## [Data to examine]
┄┄┄┄┄┄┄┄┄┄┄┄┄┄┄┄┄┄┄┄

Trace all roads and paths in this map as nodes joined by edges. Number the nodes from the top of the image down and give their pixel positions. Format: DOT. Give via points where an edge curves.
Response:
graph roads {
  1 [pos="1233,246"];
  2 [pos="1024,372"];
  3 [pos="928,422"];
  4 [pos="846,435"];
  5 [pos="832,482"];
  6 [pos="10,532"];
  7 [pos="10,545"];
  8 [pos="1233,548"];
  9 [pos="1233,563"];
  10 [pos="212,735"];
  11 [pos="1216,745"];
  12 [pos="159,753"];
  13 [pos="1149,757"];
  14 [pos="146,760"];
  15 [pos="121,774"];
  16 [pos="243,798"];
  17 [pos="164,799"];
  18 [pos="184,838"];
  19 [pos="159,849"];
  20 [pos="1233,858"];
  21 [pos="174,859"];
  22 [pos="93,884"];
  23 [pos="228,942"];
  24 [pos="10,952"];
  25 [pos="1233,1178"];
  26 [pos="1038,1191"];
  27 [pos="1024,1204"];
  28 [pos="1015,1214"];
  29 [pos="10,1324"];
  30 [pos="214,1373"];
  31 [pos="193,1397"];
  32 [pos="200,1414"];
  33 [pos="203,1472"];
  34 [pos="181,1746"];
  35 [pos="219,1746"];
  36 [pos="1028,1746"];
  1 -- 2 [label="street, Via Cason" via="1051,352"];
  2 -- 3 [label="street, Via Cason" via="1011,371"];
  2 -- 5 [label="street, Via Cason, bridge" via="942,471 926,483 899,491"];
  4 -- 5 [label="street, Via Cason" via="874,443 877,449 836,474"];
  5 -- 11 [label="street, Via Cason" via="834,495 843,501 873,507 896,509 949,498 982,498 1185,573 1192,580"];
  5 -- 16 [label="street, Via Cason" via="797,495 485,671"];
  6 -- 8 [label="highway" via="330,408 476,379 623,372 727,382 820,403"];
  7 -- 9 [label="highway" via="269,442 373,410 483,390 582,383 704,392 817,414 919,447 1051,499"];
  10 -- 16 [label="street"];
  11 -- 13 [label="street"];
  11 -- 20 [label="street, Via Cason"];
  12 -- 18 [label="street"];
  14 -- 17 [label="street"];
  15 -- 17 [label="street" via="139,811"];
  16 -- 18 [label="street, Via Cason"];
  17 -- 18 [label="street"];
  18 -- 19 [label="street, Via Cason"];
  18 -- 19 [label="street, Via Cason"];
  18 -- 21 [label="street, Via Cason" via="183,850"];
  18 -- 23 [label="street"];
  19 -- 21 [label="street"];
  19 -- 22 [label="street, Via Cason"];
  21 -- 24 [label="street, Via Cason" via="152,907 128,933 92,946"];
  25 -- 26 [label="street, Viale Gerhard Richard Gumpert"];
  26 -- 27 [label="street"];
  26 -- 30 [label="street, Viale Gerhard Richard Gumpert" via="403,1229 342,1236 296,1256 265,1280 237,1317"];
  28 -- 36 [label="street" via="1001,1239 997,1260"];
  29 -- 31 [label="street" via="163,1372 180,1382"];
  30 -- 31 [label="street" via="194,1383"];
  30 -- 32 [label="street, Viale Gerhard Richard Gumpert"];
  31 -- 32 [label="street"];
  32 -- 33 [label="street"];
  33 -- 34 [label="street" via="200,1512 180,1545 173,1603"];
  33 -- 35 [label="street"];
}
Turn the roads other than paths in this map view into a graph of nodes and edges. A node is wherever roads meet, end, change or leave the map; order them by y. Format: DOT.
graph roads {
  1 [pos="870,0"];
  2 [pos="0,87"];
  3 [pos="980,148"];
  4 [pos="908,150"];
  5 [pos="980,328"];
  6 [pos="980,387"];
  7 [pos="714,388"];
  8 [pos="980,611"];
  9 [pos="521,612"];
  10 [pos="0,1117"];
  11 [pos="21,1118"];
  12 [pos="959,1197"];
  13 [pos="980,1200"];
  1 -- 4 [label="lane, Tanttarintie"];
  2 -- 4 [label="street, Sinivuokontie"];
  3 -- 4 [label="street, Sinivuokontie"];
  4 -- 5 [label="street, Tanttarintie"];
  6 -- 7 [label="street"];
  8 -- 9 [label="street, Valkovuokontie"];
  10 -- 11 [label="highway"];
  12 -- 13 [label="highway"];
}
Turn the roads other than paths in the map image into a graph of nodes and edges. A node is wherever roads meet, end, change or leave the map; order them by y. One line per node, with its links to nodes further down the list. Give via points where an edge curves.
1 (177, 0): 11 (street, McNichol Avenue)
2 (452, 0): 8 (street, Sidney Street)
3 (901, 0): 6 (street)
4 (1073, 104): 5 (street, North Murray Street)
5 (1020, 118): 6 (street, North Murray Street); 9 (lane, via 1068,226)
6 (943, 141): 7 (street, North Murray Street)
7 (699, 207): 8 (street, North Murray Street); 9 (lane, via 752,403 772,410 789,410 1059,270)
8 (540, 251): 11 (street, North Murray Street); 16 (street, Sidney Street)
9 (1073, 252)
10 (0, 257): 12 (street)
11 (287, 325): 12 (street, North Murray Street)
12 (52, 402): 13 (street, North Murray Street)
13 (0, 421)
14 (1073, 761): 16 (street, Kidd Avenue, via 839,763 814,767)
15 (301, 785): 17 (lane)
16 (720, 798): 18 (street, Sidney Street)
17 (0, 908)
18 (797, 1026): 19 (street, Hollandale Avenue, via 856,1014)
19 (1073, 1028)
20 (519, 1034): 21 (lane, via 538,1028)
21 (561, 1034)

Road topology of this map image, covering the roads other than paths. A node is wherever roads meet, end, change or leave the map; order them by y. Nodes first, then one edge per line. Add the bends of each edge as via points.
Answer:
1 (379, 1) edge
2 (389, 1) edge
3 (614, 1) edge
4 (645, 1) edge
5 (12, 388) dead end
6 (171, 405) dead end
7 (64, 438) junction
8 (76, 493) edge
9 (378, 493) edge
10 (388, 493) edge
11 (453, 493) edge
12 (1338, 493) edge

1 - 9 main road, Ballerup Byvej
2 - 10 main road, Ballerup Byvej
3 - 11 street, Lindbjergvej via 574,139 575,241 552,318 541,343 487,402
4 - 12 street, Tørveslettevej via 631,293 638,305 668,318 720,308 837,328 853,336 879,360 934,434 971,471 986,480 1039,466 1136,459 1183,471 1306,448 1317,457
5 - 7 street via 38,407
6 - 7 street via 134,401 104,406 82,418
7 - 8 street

┄┄┄┄┄┄┄┄┄┄┄┄┄┄┄┄┄┄┄┄

## [Task details]
Write out again every entry above, exactly as given.

## [Response for this exercise]
Trace all roads and paths in this map as nodes joined by edges. Number the nodes from the top of the image down and give their pixel positions. Format: DOT. Give via points where an edge curves.
Response:
graph roads {
  1 [pos="1233,246"];
  2 [pos="1024,372"];
  3 [pos="928,422"];
  4 [pos="846,435"];
  5 [pos="832,482"];
  6 [pos="10,532"];
  7 [pos="10,545"];
  8 [pos="1233,548"];
  9 [pos="1233,563"];
  10 [pos="212,735"];
  11 [pos="1216,745"];
  12 [pos="159,753"];
  13 [pos="1149,757"];
  14 [pos="146,760"];
  15 [pos="121,774"];
  16 [pos="243,798"];
  17 [pos="164,799"];
  18 [pos="184,838"];
  19 [pos="159,849"];
  20 [pos="1233,858"];
  21 [pos="174,859"];
  22 [pos="93,884"];
  23 [pos="228,942"];
  24 [pos="10,952"];
  25 [pos="1233,1178"];
  26 [pos="1038,1191"];
  27 [pos="1024,1204"];
  28 [pos="1015,1214"];
  29 [pos="10,1324"];
  30 [pos="214,1373"];
  31 [pos="193,1397"];
  32 [pos="200,1414"];
  33 [pos="203,1472"];
  34 [pos="181,1746"];
  35 [pos="219,1746"];
  36 [pos="1028,1746"];
  1 -- 2 [label="street, Via Cason" via="1051,352"];
  2 -- 3 [label="street, Via Cason" via="1011,371"];
  2 -- 5 [label="street, Via Cason, bridge" via="942,471 926,483 899,491"];
  4 -- 5 [label="street, Via Cason" via="874,443 877,449 836,474"];
  5 -- 11 [label="street, Via Cason" via="834,495 843,501 873,507 896,509 949,498 982,498 1185,573 1192,580"];
  5 -- 16 [label="street, Via Cason" via="797,495 485,671"];
  6 -- 8 [label="highway" via="330,408 476,379 623,372 727,382 820,403"];
  7 -- 9 [label="highway" via="269,442 373,410 483,390 582,383 704,392 817,414 919,447 1051,499"];
  10 -- 16 [label="street"];
  11 -- 13 [label="street"];
  11 -- 20 [label="street, Via Cason"];
  12 -- 18 [label="street"];
  14 -- 17 [label="street"];
  15 -- 17 [label="street" via="139,811"];
  16 -- 18 [label="street, Via Cason"];
  17 -- 18 [label="street"];
  18 -- 19 [label="street, Via Cason"];
  18 -- 19 [label="street, Via Cason"];
  18 -- 21 [label="street, Via Cason" via="183,850"];
  18 -- 23 [label="street"];
  19 -- 21 [label="street"];
  19 -- 22 [label="street, Via Cason"];
  21 -- 24 [label="street, Via Cason" via="152,907 128,933 92,946"];
  25 -- 26 [label="street, Viale Gerhard Richard Gumpert"];
  26 -- 27 [label="street"];
  26 -- 30 [label="street, Viale Gerhard Richard Gumpert" via="403,1229 342,1236 296,1256 265,1280 237,1317"];
  28 -- 36 [label="street" via="1001,1239 997,1260"];
  29 -- 31 [label="street" via="163,1372 180,1382"];
  30 -- 31 [label="street" via="194,1383"];
  30 -- 32 [label="street, Viale Gerhard Richard Gumpert"];
  31 -- 32 [label="street"];
  32 -- 33 [label="street"];
  33 -- 34 [label="street" via="200,1512 180,1545 173,1603"];
  33 -- 35 [label="street"];
}
Turn the roads other than paths in this map view into a graph of nodes and edges. A node is wherever roads meet, end, change or leave the map; order them by y. Format: DOT.
graph roads {
  1 [pos="870,0"];
  2 [pos="0,87"];
  3 [pos="980,148"];
  4 [pos="908,150"];
  5 [pos="980,328"];
  6 [pos="980,387"];
  7 [pos="714,388"];
  8 [pos="980,611"];
  9 [pos="521,612"];
  10 [pos="0,1117"];
  11 [pos="21,1118"];
  12 [pos="959,1197"];
  13 [pos="980,1200"];
  1 -- 4 [label="lane, Tanttarintie"];
  2 -- 4 [label="street, Sinivuokontie"];
  3 -- 4 [label="street, Sinivuokontie"];
  4 -- 5 [label="street, Tanttarintie"];
  6 -- 7 [label="street"];
  8 -- 9 [label="street, Valkovuokontie"];
  10 -- 11 [label="highway"];
  12 -- 13 [label="highway"];
}
Turn the roads other than paths in the map image into a graph of nodes and edges. A node is wherever roads meet, end, change or leave the map; order them by y. One line per node, with its links to nodes further down the list. Give via points where an edge curves.
1 (177, 0): 11 (street, McNichol Avenue)
2 (452, 0): 8 (street, Sidney Street)
3 (901, 0): 6 (street)
4 (1073, 104): 5 (street, North Murray Street)
5 (1020, 118): 6 (street, North Murray Street); 9 (lane, via 1068,226)
6 (943, 141): 7 (street, North Murray Street)
7 (699, 207): 8 (street, North Murray Street); 9 (lane, via 752,403 772,410 789,410 1059,270)
8 (540, 251): 11 (street, North Murray Street); 16 (street, Sidney Street)
9 (1073, 252)
10 (0, 257): 12 (street)
11 (287, 325): 12 (street, North Murray Street)
12 (52, 402): 13 (street, North Murray Street)
13 (0, 421)
14 (1073, 761): 16 (street, Kidd Avenue, via 839,763 814,767)
15 (301, 785): 17 (lane)
16 (720, 798): 18 (street, Sidney Street)
17 (0, 908)
18 (797, 1026): 19 (street, Hollandale Avenue, via 856,1014)
19 (1073, 1028)
20 (519, 1034): 21 (lane, via 538,1028)
21 (561, 1034)

Road topology of this map image, covering the roads other than paths. A node is wherever roads meet, end, change or leave the map; order them by y. Nodes first, then one edge per line. Add the bends of each edge as via points.
Answer:
1 (379, 1) edge
2 (389, 1) edge
3 (614, 1) edge
4 (645, 1) edge
5 (12, 388) dead end
6 (171, 405) dead end
7 (64, 438) junction
8 (76, 493) edge
9 (378, 493) edge
10 (388, 493) edge
11 (453, 493) edge
12 (1338, 493) edge

1 - 9 main road, Ballerup Byvej
2 - 10 main road, Ballerup Byvej
3 - 11 street, Lindbjergvej via 574,139 575,241 552,318 541,343 487,402
4 - 12 street, Tørveslettevej via 631,293 638,305 668,318 720,308 837,328 853,336 879,360 934,434 971,471 986,480 1039,466 1136,459 1183,471 1306,448 1317,457
5 - 7 street via 38,407
6 - 7 street via 134,401 104,406 82,418
7 - 8 street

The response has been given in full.